I can talk to the dead, but I can’t remove all of the suffering of the living. It’s time to bring awareness and support to families dealing with this deadly disease, and maybe even help prevent someone in the future from succumbing to it.
For more information on detecting pancreatic cancer early on, go to www.pancan.org.
SAY GOODBYE
I had to end this chapter with a woman whom I will miss until I see her again, my grandma Jenee. A very tall woman with auburn hair and mischievous blue pools for eyes, she was very intuitive. She was different, unlike anyone I’ve ever met, or will ever meet for that matter.
When I was little, she’d take me to the park to feed the ducks, and we’d bring Kentucky Fried Chicken in that eye-pleasing red-and-white-striped bucket, mashed potatoes—all that good stuff to eat—and we’d have a picnic. I remember her telling me to throw some chicken to the ducks, and me turning to her and saying, ‘Grandma, isn’t that like cannibalism?’

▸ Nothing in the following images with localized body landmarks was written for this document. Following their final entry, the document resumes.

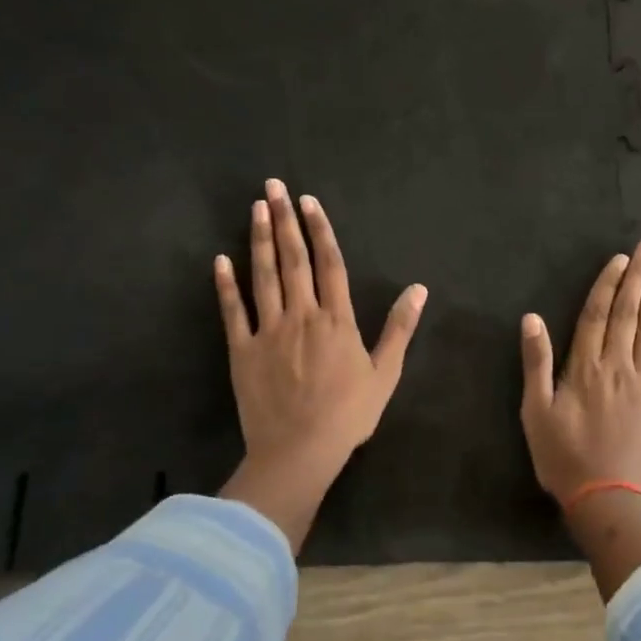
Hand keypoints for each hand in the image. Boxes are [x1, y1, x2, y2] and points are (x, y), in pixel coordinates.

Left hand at [215, 180, 426, 551]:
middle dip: (284, 219)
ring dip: (259, 239)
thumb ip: (400, 328)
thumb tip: (419, 288)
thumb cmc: (348, 415)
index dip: (319, 229)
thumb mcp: (385, 373)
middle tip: (274, 187)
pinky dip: (226, 285)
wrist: (299, 453)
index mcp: (336, 319)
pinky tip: (221, 260)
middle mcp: (301, 314)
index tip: (309, 201)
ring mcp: (269, 330)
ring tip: (256, 208)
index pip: (329, 262)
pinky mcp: (242, 350)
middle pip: (293, 258)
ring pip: (263, 275)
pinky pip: (233, 311)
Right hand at [520, 241, 640, 505]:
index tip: (619, 259)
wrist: (612, 503)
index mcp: (586, 367)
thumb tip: (531, 317)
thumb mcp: (537, 413)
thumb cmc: (565, 458)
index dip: (608, 284)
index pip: (597, 314)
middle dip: (637, 278)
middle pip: (627, 314)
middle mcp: (619, 367)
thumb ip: (536, 363)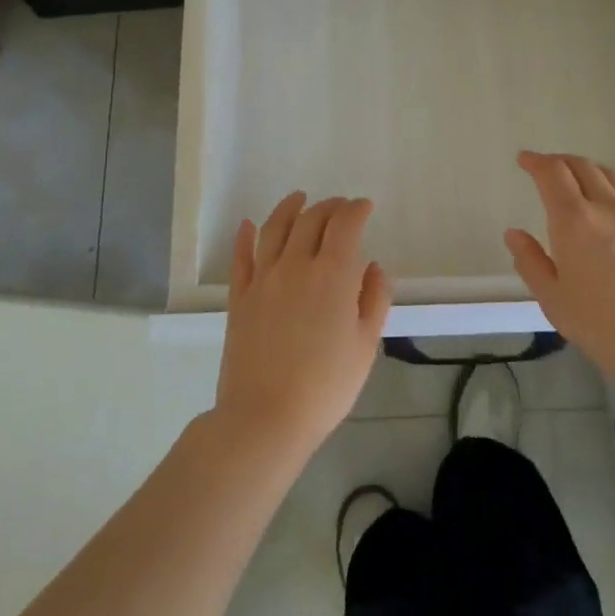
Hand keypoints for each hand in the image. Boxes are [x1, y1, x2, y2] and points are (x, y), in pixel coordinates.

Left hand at [214, 192, 393, 459]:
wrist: (265, 416)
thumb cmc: (326, 385)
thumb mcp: (365, 345)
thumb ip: (374, 299)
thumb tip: (374, 267)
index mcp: (333, 274)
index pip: (345, 225)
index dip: (356, 209)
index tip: (365, 206)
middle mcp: (296, 264)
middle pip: (311, 220)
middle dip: (330, 206)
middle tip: (340, 206)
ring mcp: (263, 278)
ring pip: (275, 228)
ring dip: (289, 208)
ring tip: (299, 198)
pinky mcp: (239, 296)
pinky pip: (241, 257)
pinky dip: (245, 236)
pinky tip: (248, 225)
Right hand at [504, 151, 614, 387]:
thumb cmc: (607, 328)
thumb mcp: (555, 302)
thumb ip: (531, 263)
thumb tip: (514, 234)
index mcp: (575, 221)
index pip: (552, 174)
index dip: (535, 162)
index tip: (524, 159)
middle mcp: (607, 208)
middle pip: (582, 166)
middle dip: (559, 161)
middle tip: (544, 168)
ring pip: (609, 176)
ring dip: (586, 169)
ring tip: (575, 180)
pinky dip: (608, 187)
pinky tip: (606, 209)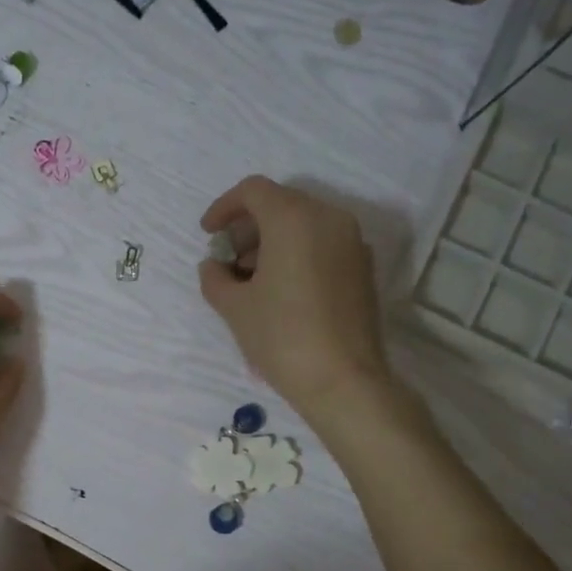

She came back with, ‘Oh, the ducks won’t mind!’
I couldn’t bring myself to do it, but I still laugh when I think back to that moment. Grandma had the best laugh, more like a cackle, really. It runs in our family and, frankly, it scares small children, but we can’t help ourselves.
I fondly remember the details of what she’d do to make me happy. She used to take me to Dunkin’ Donuts before skating practice so that I could get a Boston crème and a coconut crème donut for breakfast. My grandma made me a Muppets bedroom ensemble when I was eight years old, complete with Miss Piggy and Kermit the Frog. I loved going to her house for the holidays. She always made me the best blueberry muffins. I’d go crazy for them and eat too many, giving myself a hateful tummy-ache. Unlike some people, she always got me exactly what I wanted for Christmas, so there was never a disappointment waiting for me under the tree.